A lot of people can’t stop telling us how good it is for El Paso.
Here’s Cindy Ramos-Davidson, the chief executive officer of the El Paso Hispanic Chamber of Commerce, telling us why we should support the deal in a guest column in the El Paso Times:
As part of the agreement, IIF [a subsidairy of J.P. Morgan] has committed to:
• Retaining El Paso Electric’s headquarters for at least 10 years;
• Local workforce retention and continuity, including commitments to ensure that El Paso Electric’s white collar workforce will remain in place;
• Providing $21 million in rate credits over 36 months to customers and
• Continuing the company’s local charitable contributions.

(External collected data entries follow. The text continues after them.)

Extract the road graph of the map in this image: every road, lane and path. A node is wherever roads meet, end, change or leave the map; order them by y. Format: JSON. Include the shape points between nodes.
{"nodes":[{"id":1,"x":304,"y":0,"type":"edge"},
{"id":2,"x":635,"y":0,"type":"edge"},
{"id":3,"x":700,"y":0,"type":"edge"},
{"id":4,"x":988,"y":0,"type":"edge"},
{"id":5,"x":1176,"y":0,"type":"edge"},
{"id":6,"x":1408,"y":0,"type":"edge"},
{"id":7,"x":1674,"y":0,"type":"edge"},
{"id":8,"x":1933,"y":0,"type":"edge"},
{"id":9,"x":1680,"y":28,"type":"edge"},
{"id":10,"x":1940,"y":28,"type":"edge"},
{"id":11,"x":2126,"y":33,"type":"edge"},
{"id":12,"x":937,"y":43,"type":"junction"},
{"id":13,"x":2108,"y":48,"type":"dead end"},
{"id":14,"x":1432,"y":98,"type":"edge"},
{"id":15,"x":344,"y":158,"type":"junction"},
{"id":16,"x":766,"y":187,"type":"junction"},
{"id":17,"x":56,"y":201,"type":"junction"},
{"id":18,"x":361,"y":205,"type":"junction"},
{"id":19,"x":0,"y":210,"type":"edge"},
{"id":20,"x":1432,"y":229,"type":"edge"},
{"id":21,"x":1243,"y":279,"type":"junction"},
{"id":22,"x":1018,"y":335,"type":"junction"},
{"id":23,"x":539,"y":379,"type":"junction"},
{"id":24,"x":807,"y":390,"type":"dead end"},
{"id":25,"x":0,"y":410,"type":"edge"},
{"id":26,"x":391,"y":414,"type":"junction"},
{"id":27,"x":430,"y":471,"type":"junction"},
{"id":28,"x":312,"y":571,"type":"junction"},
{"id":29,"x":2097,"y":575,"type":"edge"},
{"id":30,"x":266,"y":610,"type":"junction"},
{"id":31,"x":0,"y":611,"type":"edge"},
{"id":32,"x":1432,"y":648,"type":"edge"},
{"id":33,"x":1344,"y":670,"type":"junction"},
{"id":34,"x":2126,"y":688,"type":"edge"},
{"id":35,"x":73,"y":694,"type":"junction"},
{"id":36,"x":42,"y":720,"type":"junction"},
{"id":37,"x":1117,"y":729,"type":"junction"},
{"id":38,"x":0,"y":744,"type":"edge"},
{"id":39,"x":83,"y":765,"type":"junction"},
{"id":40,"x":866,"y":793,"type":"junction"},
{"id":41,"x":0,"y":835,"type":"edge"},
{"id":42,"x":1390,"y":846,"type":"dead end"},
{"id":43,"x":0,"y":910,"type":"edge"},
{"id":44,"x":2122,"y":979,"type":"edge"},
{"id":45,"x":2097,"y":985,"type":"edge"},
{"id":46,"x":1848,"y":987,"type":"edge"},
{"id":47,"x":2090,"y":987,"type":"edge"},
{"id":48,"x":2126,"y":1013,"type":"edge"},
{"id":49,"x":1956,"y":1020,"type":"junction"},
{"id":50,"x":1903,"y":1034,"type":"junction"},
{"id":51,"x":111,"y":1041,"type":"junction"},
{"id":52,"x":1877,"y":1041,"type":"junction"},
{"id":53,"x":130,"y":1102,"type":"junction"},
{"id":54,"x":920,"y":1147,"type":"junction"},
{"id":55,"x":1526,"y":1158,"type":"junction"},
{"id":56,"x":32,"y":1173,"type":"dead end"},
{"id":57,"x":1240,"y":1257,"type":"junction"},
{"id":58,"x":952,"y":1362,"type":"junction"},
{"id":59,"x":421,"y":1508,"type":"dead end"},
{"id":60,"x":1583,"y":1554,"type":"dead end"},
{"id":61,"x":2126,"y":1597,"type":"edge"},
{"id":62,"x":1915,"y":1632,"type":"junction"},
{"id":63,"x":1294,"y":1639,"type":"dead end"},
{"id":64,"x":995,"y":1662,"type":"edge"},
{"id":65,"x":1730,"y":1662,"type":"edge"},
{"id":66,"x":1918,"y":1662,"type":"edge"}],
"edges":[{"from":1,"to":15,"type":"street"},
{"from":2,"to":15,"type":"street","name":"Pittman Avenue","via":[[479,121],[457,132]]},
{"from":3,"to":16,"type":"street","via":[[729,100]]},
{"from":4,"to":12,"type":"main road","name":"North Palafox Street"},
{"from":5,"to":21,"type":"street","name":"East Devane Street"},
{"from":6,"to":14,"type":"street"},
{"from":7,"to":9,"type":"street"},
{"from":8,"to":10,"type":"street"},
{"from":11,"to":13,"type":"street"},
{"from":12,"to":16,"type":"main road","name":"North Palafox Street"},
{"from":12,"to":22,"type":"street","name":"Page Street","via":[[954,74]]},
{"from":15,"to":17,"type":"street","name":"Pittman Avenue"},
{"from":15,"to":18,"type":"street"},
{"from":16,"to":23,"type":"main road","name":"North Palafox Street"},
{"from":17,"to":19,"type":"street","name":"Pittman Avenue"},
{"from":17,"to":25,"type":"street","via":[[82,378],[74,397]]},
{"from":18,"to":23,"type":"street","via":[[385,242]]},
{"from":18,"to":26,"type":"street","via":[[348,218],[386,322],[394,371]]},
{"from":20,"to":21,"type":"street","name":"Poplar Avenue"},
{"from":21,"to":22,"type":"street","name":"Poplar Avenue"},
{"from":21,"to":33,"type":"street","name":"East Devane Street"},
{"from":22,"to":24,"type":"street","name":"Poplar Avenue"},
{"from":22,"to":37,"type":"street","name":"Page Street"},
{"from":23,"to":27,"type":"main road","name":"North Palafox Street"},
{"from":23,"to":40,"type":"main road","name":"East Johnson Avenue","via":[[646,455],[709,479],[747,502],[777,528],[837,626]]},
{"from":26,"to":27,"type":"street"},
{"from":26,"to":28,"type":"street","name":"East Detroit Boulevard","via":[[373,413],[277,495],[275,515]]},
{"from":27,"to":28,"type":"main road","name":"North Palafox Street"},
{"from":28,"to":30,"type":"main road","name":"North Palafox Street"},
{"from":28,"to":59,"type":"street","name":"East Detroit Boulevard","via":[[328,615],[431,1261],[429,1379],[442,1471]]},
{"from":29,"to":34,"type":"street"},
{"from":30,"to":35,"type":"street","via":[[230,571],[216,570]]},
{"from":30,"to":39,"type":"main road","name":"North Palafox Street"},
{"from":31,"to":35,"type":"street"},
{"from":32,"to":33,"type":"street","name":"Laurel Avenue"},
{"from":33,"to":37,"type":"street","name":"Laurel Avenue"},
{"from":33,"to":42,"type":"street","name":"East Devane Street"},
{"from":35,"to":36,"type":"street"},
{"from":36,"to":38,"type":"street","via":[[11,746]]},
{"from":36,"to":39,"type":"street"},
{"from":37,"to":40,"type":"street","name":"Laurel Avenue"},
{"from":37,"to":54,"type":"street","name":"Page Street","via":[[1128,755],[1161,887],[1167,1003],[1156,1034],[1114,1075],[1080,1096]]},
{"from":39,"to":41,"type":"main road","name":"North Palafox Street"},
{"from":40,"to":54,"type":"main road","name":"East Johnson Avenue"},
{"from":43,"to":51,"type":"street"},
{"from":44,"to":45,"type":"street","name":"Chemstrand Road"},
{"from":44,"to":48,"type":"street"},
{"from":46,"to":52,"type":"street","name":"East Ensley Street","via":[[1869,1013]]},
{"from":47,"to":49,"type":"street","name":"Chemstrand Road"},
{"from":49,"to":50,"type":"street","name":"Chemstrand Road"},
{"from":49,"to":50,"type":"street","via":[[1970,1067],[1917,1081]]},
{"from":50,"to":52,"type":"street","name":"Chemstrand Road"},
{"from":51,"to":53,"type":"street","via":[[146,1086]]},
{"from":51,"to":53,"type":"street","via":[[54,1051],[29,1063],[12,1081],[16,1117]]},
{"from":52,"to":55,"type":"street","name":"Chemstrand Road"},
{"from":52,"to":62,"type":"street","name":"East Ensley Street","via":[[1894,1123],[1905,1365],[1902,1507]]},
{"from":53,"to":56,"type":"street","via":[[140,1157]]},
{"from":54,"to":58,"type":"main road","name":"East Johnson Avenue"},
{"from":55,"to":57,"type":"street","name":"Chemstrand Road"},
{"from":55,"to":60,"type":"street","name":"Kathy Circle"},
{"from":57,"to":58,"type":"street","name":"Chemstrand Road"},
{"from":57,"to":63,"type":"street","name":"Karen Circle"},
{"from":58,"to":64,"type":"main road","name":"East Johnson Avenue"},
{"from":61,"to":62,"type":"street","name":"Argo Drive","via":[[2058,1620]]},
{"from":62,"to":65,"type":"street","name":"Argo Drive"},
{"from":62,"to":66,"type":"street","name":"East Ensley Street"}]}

Upon the closing of this transaction, another $100 million will be made available to our region for economic development through a new fund sponsored by IIF. IIF also brings new and innovative resources and expertise to expand our access to renewable energy, a long-standing goal for El Paso. IIF has a record of doing so with other companies and is focused on doing the same in our community.
I’m sure all those benefits will come from the J.P. Morgan Benevolence Fund, right?
Ha! All those benefits will be charged back to the ratepayers. They’re going to take our money and then tell us how nice they are by giving it back to us.
And don’t you think that what they mean when they say they’ll retain El Paso Electric’s headquarters in El Paso for the next ten years, means that after ten years they’ll move it?
I’m sure that what makes El Paso Electric such an attractive investment for J.P. Morgan is that El Paso Electric charges El Pasoans the highest electric rates in Texas, as well as charging customers with rooftop solar a monthly minimum.
If it’s such a good deal for J.P. Morgan, don’t you think it would be a pretty good deal for the City of El Paso?
Former El Paso Electric CEO Gary Hedrick made a pretty good point in this 3 June 2019 online story in the El Paso Times:
El Paso Elecrtric’s board has a fiduciary duty to sell the company if it makes sense for shareholders, [Gary Hedrick, El Paso Electric CEO from 2001 to 2007] said.
Too bad El Paso’s regulators, i.e., City Council, doesn’t feel like they have the same fiduciary duty to the ratepayers.